Hugh McFall, of 3DR, put an emphasis on the software. “Here at 3DR, we believe that the future of drones in construction isn’t about the drone per se; it’s about the data it collects,” McFall said. “Now that drones can be flown easily and reliably and collect a ton of useful data, the challenge going forward is to best integrate this data seamlessly across an organization and its projects, and making this data accessible to key stakeholders such as owners, subcontractors and more.”
As a software company, Autodesk, too, is focused on what happens to the data. Specifically, the company wants that data dealt with in more automatic and sophisticated ways. This includes automatically extracting insights using machine learning, image analysis and feature recognition.
“Those are the tools that are going to scale the technology up, taking an already robust return on investment and making an indispensable tool for any construction site,” Randall said. “We’re likely 1-2 years away from that happening.”
Chris Harman, from Atkins, was able to provide his insights from the point of view of an engineering firm.
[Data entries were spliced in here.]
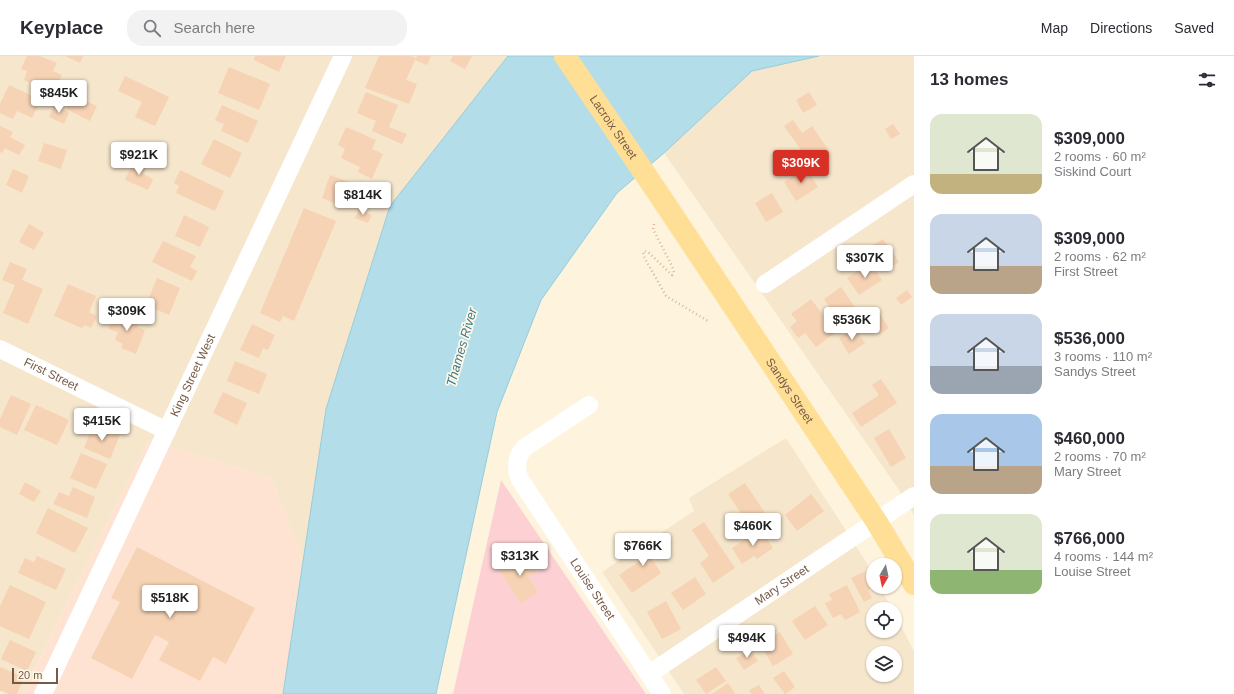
<!DOCTYPE html>
<html lang="en">
<head>
<meta charset="utf-8">
<style>
  :root { --surface:#fff; --page:#f2f2f3; --text:#2b2b33; --muted:#7c7c81; --line:#e1e1e2; --accent:#d93025 }
  body { margin:0; font-family:Helvetica,sans-serif; background:var(--page); color:var(--text); height:100vh; display:flex; flex-direction:column; font-size:15px; white-space:nowrap }
  * { box-sizing:border-box; margin:0 }
  p { font-size:13px; color:var(--muted) }
  .icon { flex:none; width:22px; height:22px; fill:none; stroke:currentColor; stroke-width:2; stroke-linecap:round; stroke-linejoin:round }
  .map { position:relative; flex:1; overflow:hidden }
  .side { display:flex; flex-direction:column; background:var(--surface); width:320px }
  .side>* { flex:none }
  .needle { width:26px; rotate:189deg }
  .buttons { position:absolute; left:866px; top:502px; display:grid; gap:8px }
  .buttons a { display:grid; place-items:center; width:36px; height:36px; border-radius:50%; background:var(--surface); box-shadow:0 1px 3px #0004; font-size:20px }
  .scale { position:absolute; left:12px; bottom:10px; width:46px; box-sizing:border-box; padding-left:4px; border:2px solid #765a45; border-top:0; font-size:11px; line-height:14px; white-space:nowrap; color:#765a45; -webkit-text-stroke:3px #fff7e7; paint-order:stroke }
  .price { position:absolute; translate:-50% -34px; padding:0 9px; border-radius:4px; background:#fff; color:#222; font-size:13px; line-height:26px; filter:drop-shadow(0 1px 2px #0008) }
  .price::after { content:''; position:absolute; left:50%; top:24px; width:12px; height:9px; margin-left:-6px; background:inherit; clip-path:polygon(0 0,100% 0,50% 100%) }
  .price.active { background:var(--accent); color:#fff }
  ul { padding:0; list-style:none }
  li { display:flex; align-items:center; gap:12px; height:100px; padding:0 16px }
  li span { display:grid; place-items:center; flex:none; width:112px; height:80px; border-radius:12px; color:#555 }
  li>.icon { margin-inline-start:auto }
  span .icon { width:48px; height:48px; fill:#fffc; stroke-width:1 }
  li b { font-size:17px }
  h2 { display:flex; justify-content:space-between; align-items:center; height:48px; padding:0 16px; font-size:17px }
  header { display:flex; align-items:center; gap:24px; box-sizing:border-box; height:56px; padding:0 20px; background:var(--surface); border-bottom:1px solid var(--line) }
  header strong { font-size:19px }
  nav { display:flex; gap:22px; margin-inline-start:auto; font-size:14px }
  .search { width:280px; height:36px; background:var(--page); display:flex; align-items:center; gap:10px; box-sizing:border-box; padding:0 14px; border-radius:16px; color:var(--muted); font-size:15px }
  main { display:flex; flex:1; min-height:0 }
  .map>svg:first-child { display:block }
  .residential { fill:#f6e6cc; fill-rule:evenodd }
  .commercial { fill:#ffe3d2 }
  .medical { fill:#fdd1d3 }
  .water { fill:#b2dde9; stroke:#97ccdb }
  .building { fill:#f6d3b4 }
  .lines { fill:none; stroke-linecap:round; stroke-linejoin:round }
  .path { stroke:#dab697; stroke-width:2.5; stroke-dasharray:1 3; stroke-linecap:butt }
  .minor { stroke:#fff; stroke-width:18 }
  .major { stroke:#ffdf95; stroke-width:22 }
  .labels { text-anchor:middle; stroke-width:3.5; stroke-linejoin:round; paint-order:stroke }
  .street-label { font-size:12px; fill:#765a45; stroke:#fff7e7 }
  .water-label { font-size:13px; font-style:italic; fill:#3c798c; stroke:#fff7e7 }
</style>
</head>
<body>
<header>
<strong>Keyplace</strong>
<div class="search"><svg class="icon" aria-label="search" viewBox="0 0 24 24"><circle cx="10" cy="10" r="6"/><path d="M15 15l6 6"/></svg>Search here</div>
<nav><a>Map</a><a>Directions</a><a>Saved</a></nav>
</header>
<main>
<div class="map">
<svg width="914" height="638" viewBox="0 0 914 638">
  <rect width="100%" height="100%" fill="#fef4de"/>
  <path class="residential" d="M0 0H508L390 150 326 353 304 507 271 422 149 384 22 638H5L0 636Z
    M819 0H914V459L899 434 664 97 752 15Z
    M786 382 865 504 873 519V531H880L892 553H873V575H895V559L914 595V638H684L602 516 694 455 689 442ZM873 597H895V619H873Z"/>
  <path class="commercial" d="M149 384 271 422 304 507 283 638H22Z"/>
  <path class="medical" d="M501 424 646 638H453Z"/>
  <path class="water" d="M508 0H819L752 15 664 97 617 137 541 244 497 356 436 638H283L326 353 390 150Z"/>
  <path class="building" d="M27 0H40L57 7 53 15 62 19 54 37 24 24 27 15 21 13Z
    M65 0H83L80 7Z
    M255 0H286L279 16 254 4Z
    M379 0H411L416 2 417 0H431L427 9 415 4 406 24 417 28 409 48 365 32Z
    M453 0H472L465 13 450 5Z
    M229 11 270 28 259 54 218 37Z
    M125 20 169 41 155 70 135 61 142 46 118 35Z
    M9 29 41 44 32 62 17 55 13 63 0 57V48Z
    M366 36 398 49 389 71 407 78 402 88 372 75 376 65 357 57Z
    M809 36 817 49 803 57 796 44Z
    M73 39 97 50 90 65 66 53Z
    M54 49 69 56 64 68 49 61Z
    M222 49 258 65 248 87 221 75 224 68 215 64Z
    M793 64 802 77 812 70 829 95 811 108 784 70Z
    M893 68 900 78 891 83 885 73Z
    M0 70 13 76 10 81 25 89 19 99 5 92 2 97 0 96Z
    M346 71 376 84 372 93 383 98 372 123 358 116 360 111 341 102 345 93 338 89Z
    M214 83 242 97 230 122 201 108Z
    M44 87 67 94 61 113 38 105Z
    M134 104 147 110 143 118 153 123 148 134 125 124Z
    M806 112 818 131 796 145 784 126Z
    M13 113 29 120 22 137 6 129Z
    M180 114 224 135 215 155 176 137 179 130 174 127Z
    M330 119 357 129 353 140 345 138 341 150 322 142Z
    M772 137 783 156 766 166 755 147Z
    M304 152 336 165 294 265 283 260 280 266 260 257Z
    M359 153 372 159 368 167 355 162Z
    M184 159 209 171 200 191 175 180Z
    M29 168 44 177 34 194 19 186Z
    M883 183 899 206 886 215 870 191Z
    M163 185 196 200 190 211 197 215 192 225 152 206Z
    M10 206 27 213 22 224 43 233 28 268 3 257 15 229 2 224Z
    M870 206 882 224 859 239 847 222Z
    M157 222 180 232 169 259 146 249Z
    M68 228 96 240 89 256 97 260 91 272 84 269 82 272 54 260Z
    M841 231 861 260 843 271 824 243Z
    M907 234 912 241 901 249 896 242Z
    M811 243 836 276 816 291 805 277 798 282 790 271 797 265 791 258Z
    M115 256 139 266 137 271 145 274 136 298 121 292 123 288 115 284 118 276 108 273Z
    M879 257 889 272 879 279 868 264Z
    M252 268 275 279 268 294 263 292 259 302 240 294Z
    M855 272 865 287 849 298 839 282Z
    M235 305 267 318 259 338 227 325Z
    M881 323 897 347 861 371 852 357 879 339 872 329Z
    M223 336 247 347 237 369 213 357Z
    M11 339 31 348 17 379 0 371V363Z
    M36 349 69 364 57 389 24 374Z
    M93 369 120 379 110 403 84 392Z
    M889 373 906 402 891 411 874 382Z
    M81 397 107 408 96 433 70 422Z
    M25 426 41 435 34 446 19 438Z
    M745 427 765 457 748 468 728 438Z
    M73 431 95 441 87 462 53 448 59 436 69 440Z
    M811 438 824 455 797 475 785 459Z
    M48 452 88 472 75 497 36 477Z
    M704 466 735 512 713 527 700 507 709 500 692 474Z
    M760 473 773 492 757 503 754 500 742 508 732 492Z
    M657 479 664 489 649 499 661 517 632 537 619 519 647 500 640 491Z
    M137 491 255 552 226 608 213 601 200 625 159 604 169 586 155 579 132 623 91 602 120 546 111 542Z
    M524 496 536 516 528 520 538 536 520 547 498 512Z
    M37 500 66 513 56 534 18 517 25 502 34 506Z
    M868 514 873 523V532L868 534 872 542 864 546 851 522Z
    M695 521 706 538 683 554 671 537Z
    M10 529 46 546 29 583 0 570V550Z
    M847 529 860 556 845 564 841 558 833 562 825 547 832 544 829 538Z
    M666 545 681 573 662 583 647 556Z
    M815 550 828 569 805 584 792 565Z
    M780 576 793 598 773 610 760 588Z
    M10 584 36 596 27 615 1 603Z
    M751 593 758 605 744 614 736 602Z
    M0 611 24 621 17 638H9L0 634Z
    M716 611 726 625 706 638 696 624Z
    M784 615 795 631 785 638 773 622Z
    M728 627 735 637 733 638H712Z
    M759 629 765 638H751L749 634Z"/>
  <g class="lines">
    <path class="path" d="M654 168 653 173 672 210 674 216 672 219 649 197 644 195 643 199 666 240 708 265"/>
    <g class="minor">
      <path d="M765 228 914 128"/>
      <path id="s1" d="M0 293 167 375"/>
      <path id="s2" d="M589 349 524 392C516 401 516 410 519 422L662 638"/>
      <path id="s3" d="M649 618 914 440"/>
      <path id="s4" d="M43 638 343 0"/>
    </g>
    <path class="major" id="s5" d="M565 0 662 143 876 465 914 528"/>
  </g>
  <g class="labels">
    <g class="street-label">
      <text dy="4" stroke="none"><textPath href="#s5" startOffset="86">Lacroix Street</textPath></text>
      <text dy="4" stroke="none"><textPath href="#s1" startOffset="57">First Street</textPath></text>
      <text dy="4" stroke="none"><textPath href="#s4" startOffset="352">King Street West</textPath></text>
      <text dy="4" stroke="none"><textPath href="#s5" startOffset="403">Sandys Street</textPath></text>
      <text dy="4" stroke="none"><textPath href="#s3" startOffset="160">Mary Street</textPath></text>
      <text dy="4" stroke="none"><textPath href="#s2" startOffset="243">Louise Street</textPath></text>
    </g>
    <g class="water-label">
      <text transform="translate(461 291) rotate(-74)" y="5">Thames River</text>
    </g>
  </g>
</svg>
<div class="buttons">
<a><svg class="needle" viewBox="-14 -14 28 28"><path d="M0-13l5 13h-10z" fill="#e53935"/><path d="M0 13l5-13h-10z" fill="#7c7c81"/></svg></a>
<a><svg class="icon" aria-label="locate" viewBox="0 0 24 24"><circle cx="12" cy="12" r="6"/><path d="M12 2v4M12 18v4M2 12h4M18 12h4"/></svg></a>
<a><svg class="icon" aria-label="layers" viewBox="0 0 24 24"><path d="M12 4l9 5-9 5-9-5zM3 14l9 5 9-5"/></svg></a>
</div>
<div class="scale">20 m</div>
<b class="price" style="left:59px;top:58px">$845K</b>
<b class="price" style="left:139px;top:120px">$921K</b>
<b class="price active" style="left:801px;top:128px">$309K</b>
<b class="price" style="left:363px;top:160px">$814K</b>
<b class="price" style="left:865px;top:223px">$307K</b>
<b class="price" style="left:127px;top:276px">$309K</b>
<b class="price" style="left:852px;top:285px">$536K</b>
<b class="price" style="left:102px;top:386px">$415K</b>
<b class="price" style="left:753px;top:491px">$460K</b>
<b class="price" style="left:643px;top:511px">$766K</b>
<b class="price" style="left:520px;top:521px">$313K</b>
<b class="price" style="left:170px;top:563px">$518K</b>
<b class="price" style="left:747px;top:603px">$494K</b>
</div>
<section class="side">
<h2>13 homes<svg class="icon" aria-label="filters" viewBox="0 0 24 24"><path d="M4 7h16M4 17h16"/><circle cx="9" cy="7" r="2"/><circle cx="15" cy="17" r="2"/></svg></h2>
<ul>
<li><span style="background:linear-gradient(#dfe7d0 75%,#c2b280 0)"><svg class="icon" aria-label="home" viewBox="0 0 24 24"><path d="M3 11l9-7 9 7M6 9v11h12V9"/></svg></span><div><b>$309,000</b><p>2 rooms · 60 m²</p><p>Siskind Court</p></div></li>
<li><span style="background:linear-gradient(#c9d6e8 65%,#b9a48a 0)"><svg class="icon" aria-label="home" viewBox="0 0 24 24"><path d="M3 11l9-7 9 7M6 9v11h12V9"/></svg></span><div><b>$309,000</b><p>2 rooms · 62 m²</p><p>First Street</p></div></li>
<li><span style="background:linear-gradient(#c9d6e8 65%,#9aa5b1 0)"><svg class="icon" aria-label="home" viewBox="0 0 24 24"><path d="M3 11l9-7 9 7M6 9v11h12V9"/></svg></span><div><b>$536,000</b><p>3 rooms · 110 m²</p><p>Sandys Street</p></div></li>
<li><span style="background:linear-gradient(#a9c7e8 65%,#b9a48a 0)"><svg class="icon" aria-label="home" viewBox="0 0 24 24"><path d="M3 11l9-7 9 7M6 9v11h12V9"/></svg></span><div><b>$460,000</b><p>2 rooms · 70 m²</p><p>Mary Street</p></div></li>
<li><span style="background:linear-gradient(#dfe7d0 70%,#8fb573 0)"><svg class="icon" aria-label="home" viewBox="0 0 24 24"><path d="M3 11l9-7 9 7M6 9v11h12V9"/></svg></span><div><b>$766,000</b><p>4 rooms · 144 m²</p><p>Louise Street</p></div></li>
</ul>
</section>
</main>
</body>
</html>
In addition to improved software, which will make it possible to capture discrepancies between as-built projects and plans, as well as actual progress versus the project schedule, Harman sees developments occurring as they relate to data.
“As we focus on data capture and metrics, I think we will see the industry plan and implement projects more efficiently,” Harman said. “In the future, a daily drone flight of a project site may not only provide data to build a model that checks designs against schedules; it could also report on equipment, personnel, means and methods for construction. Data may be scanned by artificially intelligent applications to assess safety or environmental hazards, which will lead to smarter decisions and more efficient project delivery.”
One company that is already implementing deep learning and machine vision in construction is a new startup called Doxel. Because drones only capture the exterior of a project site, Doxel is using a combination of drones and rovers armed with LiDAR scanners and HD cameras to roam the interior of a project at the end of the workday.
This data is processed by Doxel’s artificial intelligence (AI) software, which cross-references as-built 3D data with BIM models, schedules and project budgets to catch installation errors and track installed quantities to monitor daily progress and expenditures. By providing this data within the span of 12 to 24 hours after work has been performed—rather than four to eight weeks later, as occurs with typical projects that don’t use drones or AI—companies may be able to stay within budget and on schedule with fewer errors. (Read our interview with the CEO of Doxel here.)
In other words, the developments suggested by those interviewed are already taking place. All parties agreed that drones will only see an increased place on construction sites. As firms continue to experiment with drones, their role may become such that, within the next decade, days without drones in AEC will be but a foggy memory.